Такое признание, такая самооценка расценивается обычно на вес золота. В письме Булгакова речь шла о статье И. В. Миримского «Социальная фантастика Гофмана», которая была опубликована в журнале «Литературная учёба» (1938, №5). К счастью, этот номер журнала сохранился в архиве писателя. Статья тщательнейшим образом была проработана Булгаковым, многие фрагменты текста подчёркнуты красным и синим карандашами и помечены на полях. По существу, куски текста, отмеченные писателем в статье литературоведа, в совокупности представляют собой аргументированное мнение автора «Мастера и Маргариты» о своём романе. Приведу лишь один из них:
«От иенской школы романтизма Гофман унаследовал её основную тему: искусство и его судьба в буржуазном обществе.
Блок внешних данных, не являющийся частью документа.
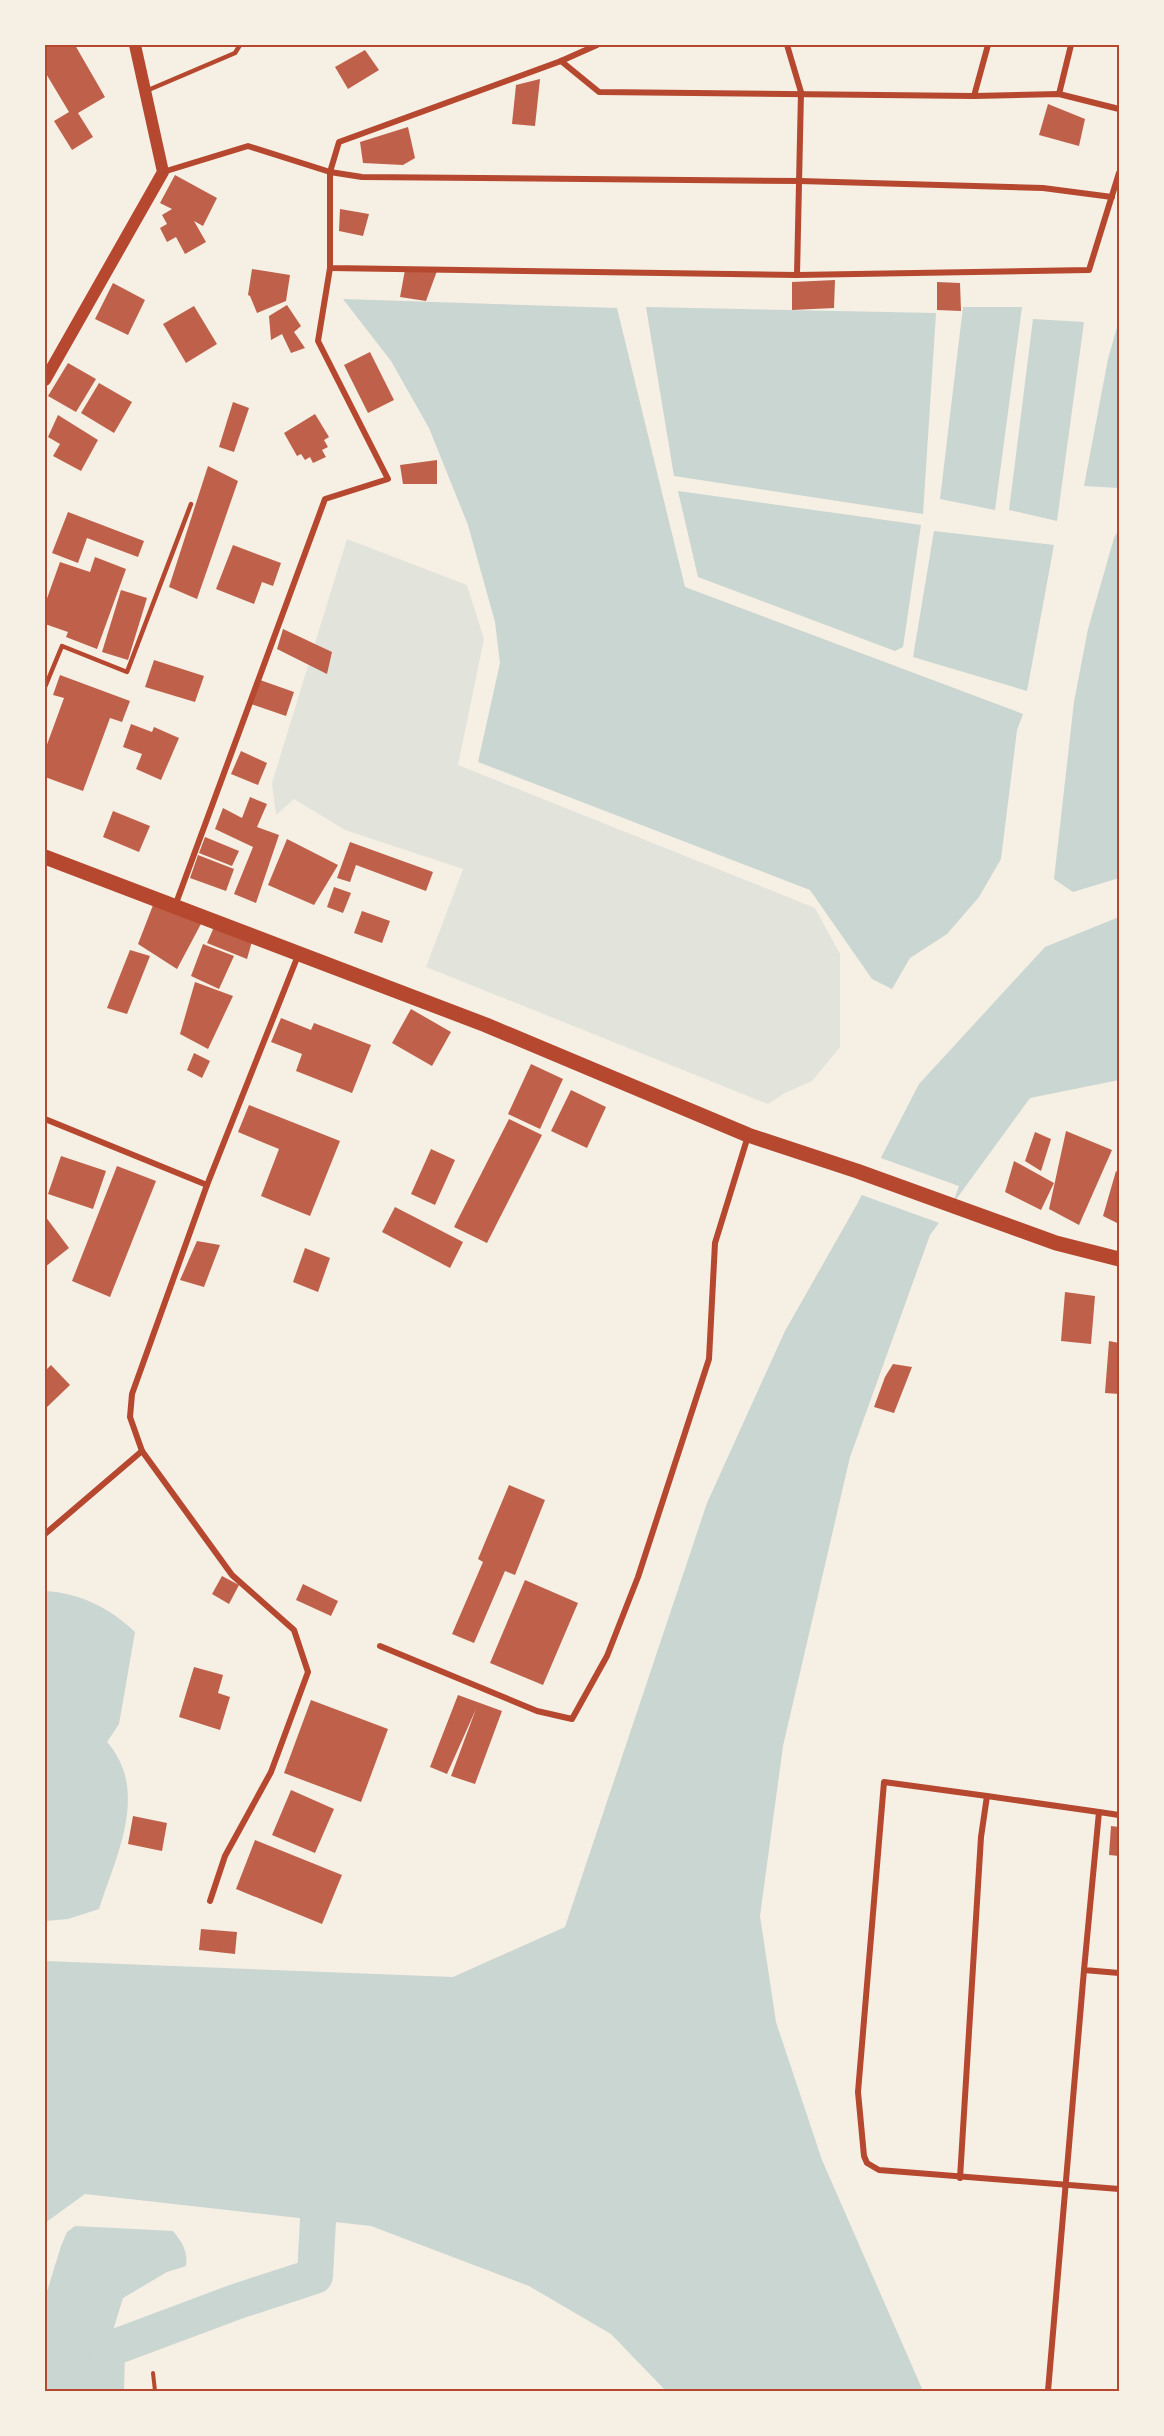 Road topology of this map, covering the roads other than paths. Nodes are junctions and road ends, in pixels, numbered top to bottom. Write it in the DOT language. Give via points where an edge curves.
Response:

Он превращает искусство в боевую вышку, с которой как художник творит сатирическую расправу над действительностью. Шаг за шагом отвлечённый субъективно-эстетический протест в творчестве Гофмана вырастает в бунт социального напряжения, ставящий Гофмана в оппозицию ко всему политическому правопорядку Германии».
Не составит большого труда заменить гофмановские реалии на булгаковские, и тогда станет понятно, почему Михаил Афанасьевич выделяет это место в статье Миримского. Перед нами в высшей степени откровенное признание писателя не только о месте и значении его «закатного романа», но и в отношении всего своего творчества.